After completing her early medical training in London, she gained membership of the Royal College of Surgeons, who subsequently awarded her a research fellowship. Her research began in 2002 on evaluating photodynamic therapy for prostate cancer. It became the subject of her MD, which was completed in 2007, and led to the first completed randomised trial comparing focal treatment for prostate cancer with active surveillance. Later, she published the first study using magnetic resonance imaging (MRI) to evaluate treatment in early prostate cancer.

Moore started using MRI to detect prostate cancer in men who would not need treatment, and found that if biopsies were performed before MRI scans the images were blurred.

In October 2012 she established a committee on Standards in Reporting in MRI-targeted biopsy (START). The recommendations included reporting histologic results of standard cores using Gleason scores and maximum core cancer length, as well as reporting the recruitment criteria, radiologist experience and population biopsy status of a particular trial. She has worked on a combination of multi-parametric MRI and cognitive fusion transperineal biopsy, which can reduce the time taken diagnose and treat diseases. She has found that using MRI can reduce the need for biopsies by 28%. In 2019, her MRI protocols were approved by the National Institute for Health and Care Excellence (NICE), and incorporated into national guidance for the investigation of men suspected of having clinically localised prostate cancer.

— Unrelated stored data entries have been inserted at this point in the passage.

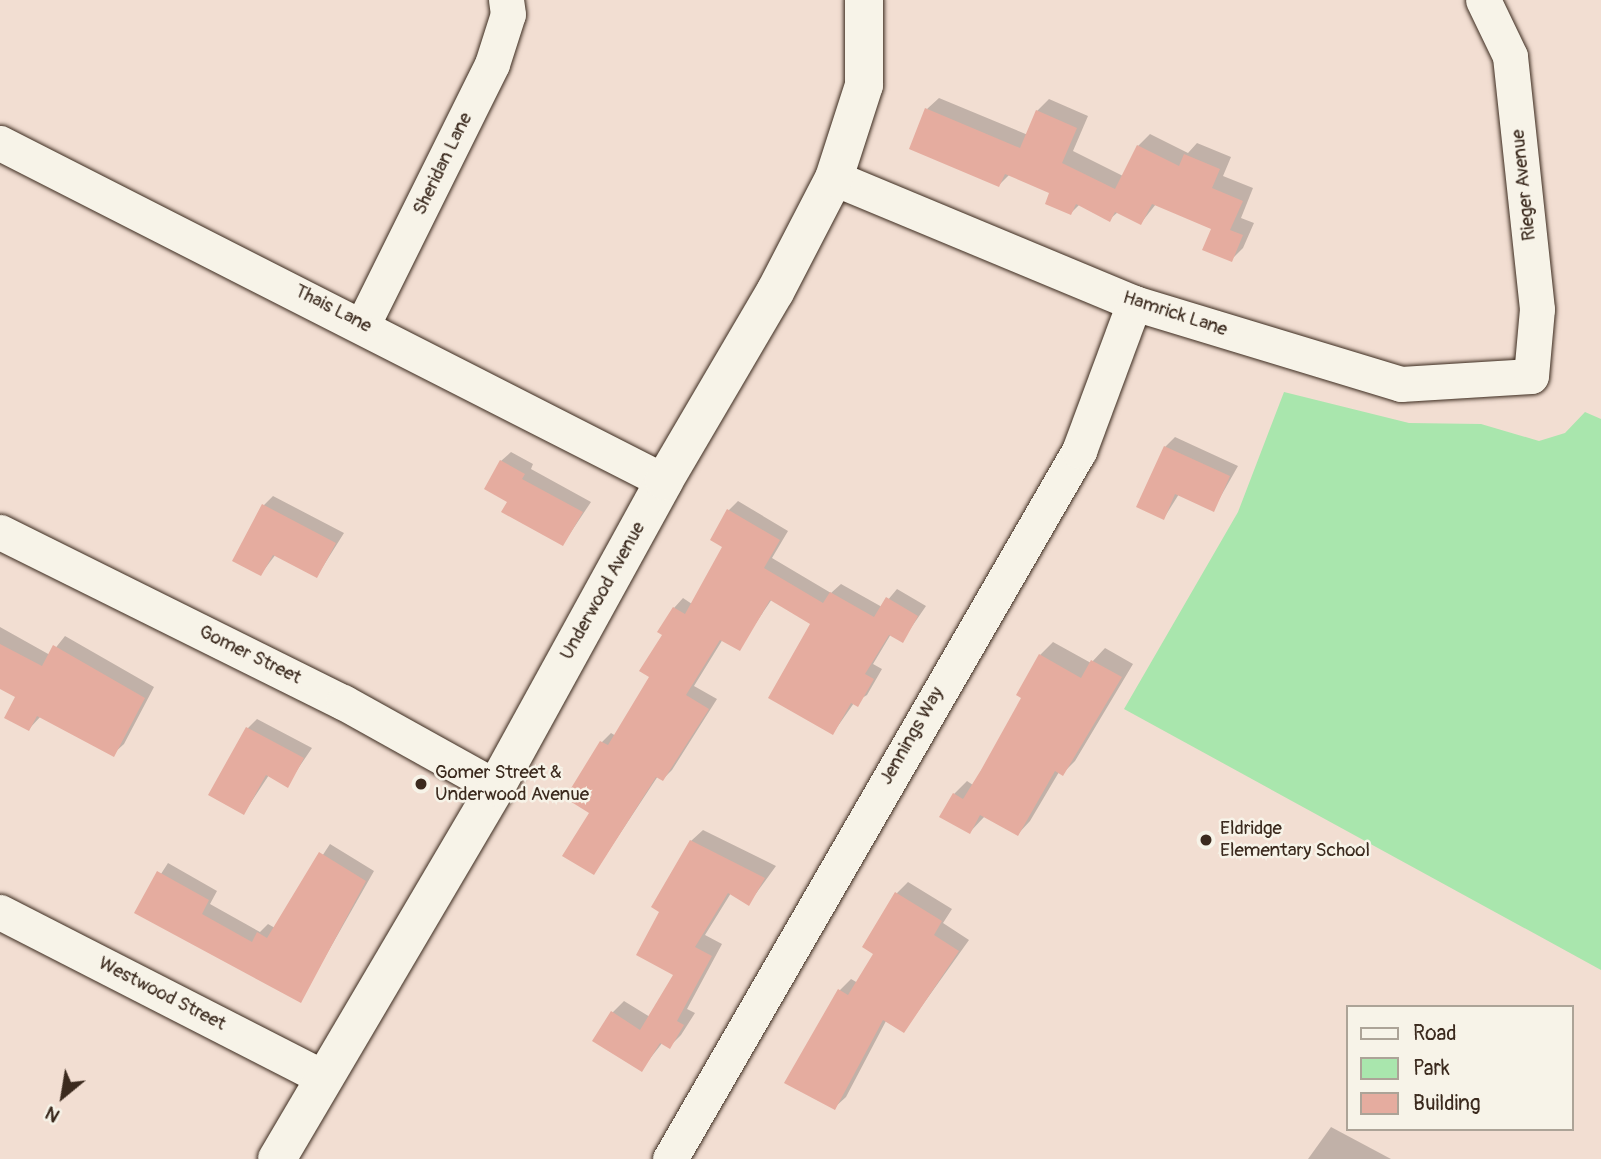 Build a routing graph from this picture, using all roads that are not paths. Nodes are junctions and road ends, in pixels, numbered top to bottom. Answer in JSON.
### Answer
{"nodes":[{"id":1,"x":506,"y":0,"type":"edge"},
{"id":2,"x":864,"y":0,"type":"edge"},
{"id":3,"x":1483,"y":0,"type":"edge"},
{"id":4,"x":0,"y":143,"type":"edge"},
{"id":5,"x":834,"y":178,"type":"junction"},
{"id":6,"x":1134,"y":303,"type":"junction"},
{"id":7,"x":363,"y":324,"type":"junction"},
{"id":8,"x":1531,"y":376,"type":"joint"},
{"id":9,"x":664,"y":481,"type":"junction"},
{"id":10,"x":0,"y":531,"type":"edge"},
{"id":11,"x":496,"y":787,"type":"junction"},
{"id":12,"x":0,"y":912,"type":"edge"},
{"id":13,"x":323,"y":1077,"type":"junction"},
{"id":14,"x":277,"y":1159,"type":"edge"},
{"id":15,"x":670,"y":1159,"type":"edge"}],
"edges":[{"from":1,"to":7,"type":"street","name":"Sheridan Lane"},
{"from":2,"to":5,"type":"street","name":"Underwood Avenue"},
{"from":3,"to":8,"type":"street","name":"Rieger Avenue"},
{"from":4,"to":7,"type":"street","name":"Thais Lane"},
{"from":5,"to":6,"type":"street","name":"Hamrick Lane"},
{"from":5,"to":9,"type":"street","name":"Underwood Avenue"},
{"from":6,"to":8,"type":"street","name":"Hamrick Lane"},
{"from":6,"to":15,"type":"street","name":"Jennings Way"},
{"from":7,"to":9,"type":"street","name":"Thais Lane"},
{"from":9,"to":11,"type":"street","name":"Underwood Avenue"},
{"from":10,"to":11,"type":"street","name":"Gomer Street"},
{"from":11,"to":13,"type":"street","name":"Underwood Avenue"},
{"from":12,"to":13,"type":"street","name":"Westwood Street"},
{"from":13,"to":14,"type":"street","name":"Underwood Avenue"}]}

Moore has developed electronic psychometric patient-reported outcome measures to monitor men who have had radical prostatectomy. Men who have this surgery can suffer from urinary leakage and difficulties with erections. The survey allows researchers to track their progress and share information with their surgical teams. Moore has been among a group of researchers spread across six hospitals who have been investigating high-intensity focused ultrasound (HIFU) as a treatment for prostate cancer. Five years after treatment with HIFU the cancer survival rate is 100%, the same as for the more traditional methods of surgery and radiotherapy, but with fewer side-effects.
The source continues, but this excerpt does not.